Au total, environ 5.000 anciens patients du service de radiothérapie du centre hospitalier (CH) d'Epinal ont été surirradiés entre 1989 et 2006 à des taux compris entre 2% et 20%, dont plus de 700 à un taux supérieur à 7%, rappelle-t-on.

421 PATIENTS ET PRES DE 180 PARTIES CIVILES

La procédure ne concerne que deux groupes de patients soignés par radiothérapie conformationnelle pour un cancer de la prostate, l'un des 24 ("cohorte 1") traités entre mai 2004 et mai 2005, l'autre de 421 ("cohorte 2", incluant les 24 de la cohorte 1) entre 2001 et fin 2006.

Les 24 personnes de la première cohorte (dont une dizaine est décédée depuis), a reçu une irradiation d'environ 20% supérieure à la dose prescrite en raison de la mauvaise manipulation du logiciel de dosimétrie au regard des filtres ("coins") utilisés pour absorber le rayonnement périphérique inutile avant sa pénétration dans le corps du patient.

Un lien de causalité directe entre la surirradiation et les dommages subis a été identifié par les experts pour l'ensemble des patients dont six des décès.

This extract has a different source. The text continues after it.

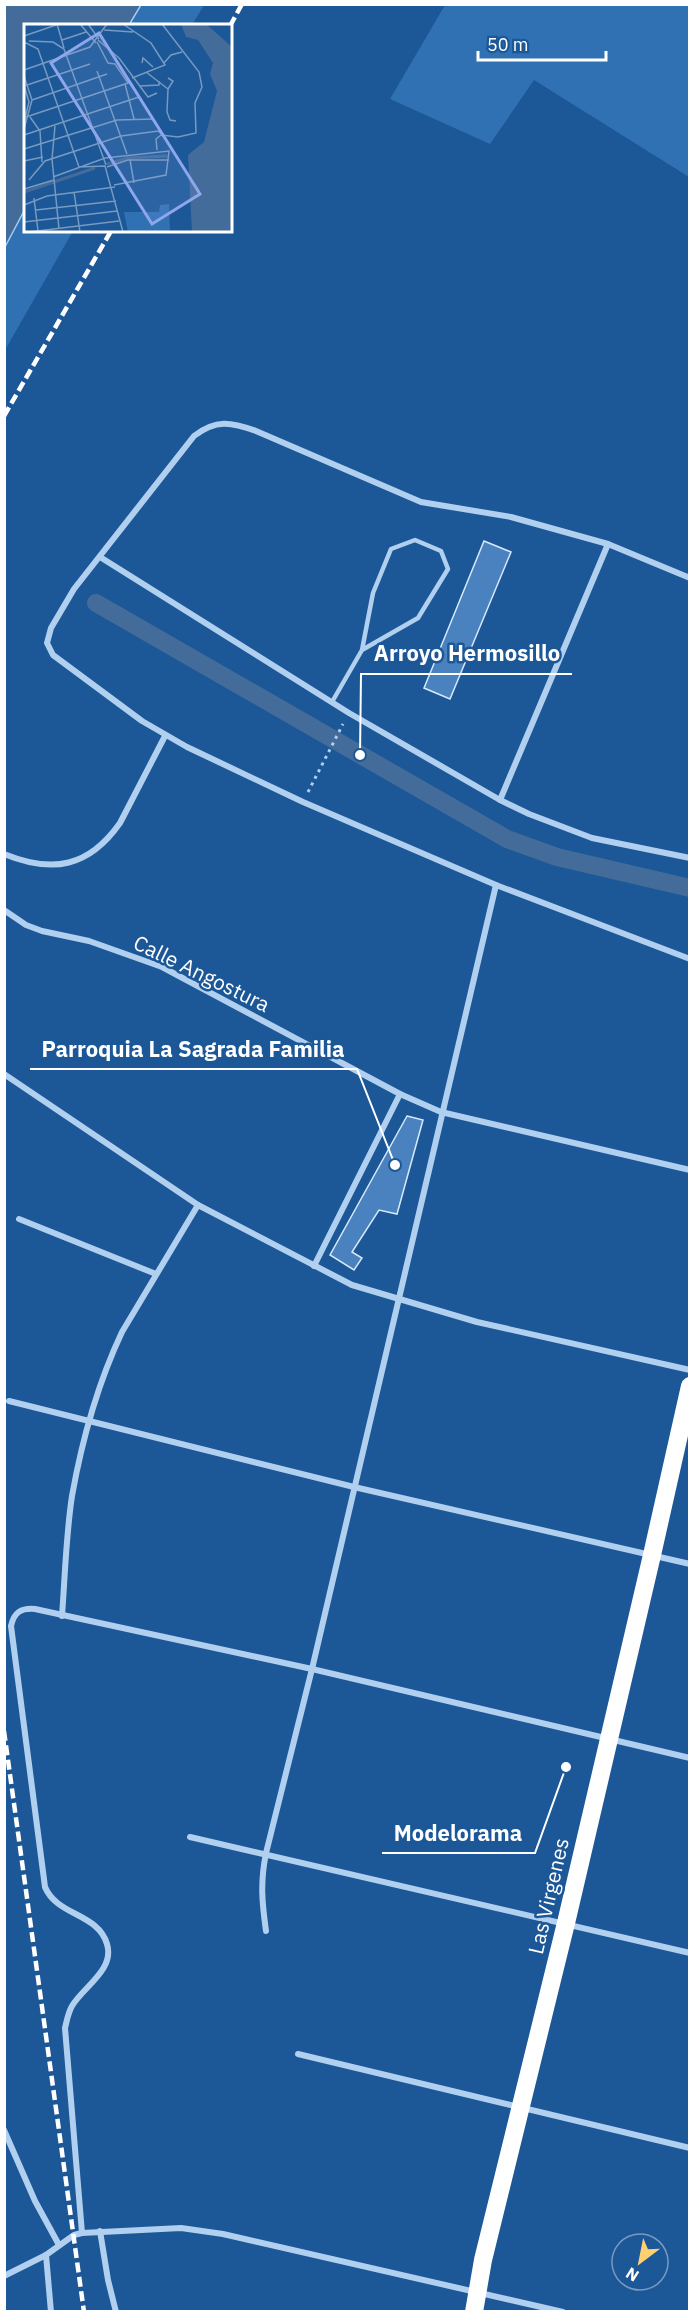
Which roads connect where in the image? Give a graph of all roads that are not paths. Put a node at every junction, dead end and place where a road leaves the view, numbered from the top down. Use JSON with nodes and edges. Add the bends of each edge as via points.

L'instruction a mis en évidence une impréparation fautive, improvisée et non sécurisée du passage de la technique des "coins" statiques à celle des "coins" dynamiques. L'ensemble des intervenants n'étaient ainsi pas formés à l'utilisation des nouveaux filtres, qui présentent de nombreux avantages mais dont le moindre degré d'absorption nécessitait un paramétrage spécifique de l'appareil.

Les patients de l'autre cohorte ont reçu une dose en excès d'environ 6 Grays, soit une surirradiation de 8% à 10%, provenant de la non-prise en compte des radiations supplémentaires résultant des contrôles radiologiques ("matchings"), destinés à vérifier le bon positionnement du patient et effectués avant chaque séance de radiothérapie.

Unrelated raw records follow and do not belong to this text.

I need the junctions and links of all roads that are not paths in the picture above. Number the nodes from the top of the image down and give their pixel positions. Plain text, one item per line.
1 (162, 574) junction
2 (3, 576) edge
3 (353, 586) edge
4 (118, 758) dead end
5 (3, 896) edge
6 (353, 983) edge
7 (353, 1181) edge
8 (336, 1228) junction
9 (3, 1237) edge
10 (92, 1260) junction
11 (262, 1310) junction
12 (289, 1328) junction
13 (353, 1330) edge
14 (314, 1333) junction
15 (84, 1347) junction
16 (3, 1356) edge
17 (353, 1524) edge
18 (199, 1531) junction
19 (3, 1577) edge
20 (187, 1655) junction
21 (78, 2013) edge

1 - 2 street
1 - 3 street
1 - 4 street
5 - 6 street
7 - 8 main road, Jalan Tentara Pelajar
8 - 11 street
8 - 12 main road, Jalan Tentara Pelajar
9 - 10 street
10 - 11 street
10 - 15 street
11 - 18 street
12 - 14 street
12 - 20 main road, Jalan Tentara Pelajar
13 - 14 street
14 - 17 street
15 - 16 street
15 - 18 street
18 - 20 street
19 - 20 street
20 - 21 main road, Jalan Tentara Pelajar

Les juges n'ont pas inclus la cohorte découverte en septembre 2007, comptant plus de 4.000 patients traités pour un cancer, surexposés lors de séances de radiothérapie conventionnelle, dont 300 à des doses jugées trop importantes, entre 1989 et 2000 (cf APM SNKI6003).

Près de 180 patients ou familles de patients décédés se sont constitués parties civiles dans le dossier, a indiqué à l'APM le président de l'AVSHE. La Société hospitalière d'assurances mutuelles (Sham) aurait déjà versé 14 millions d'euros d'indemnités à des patients victimes de surexpositions, selon lui.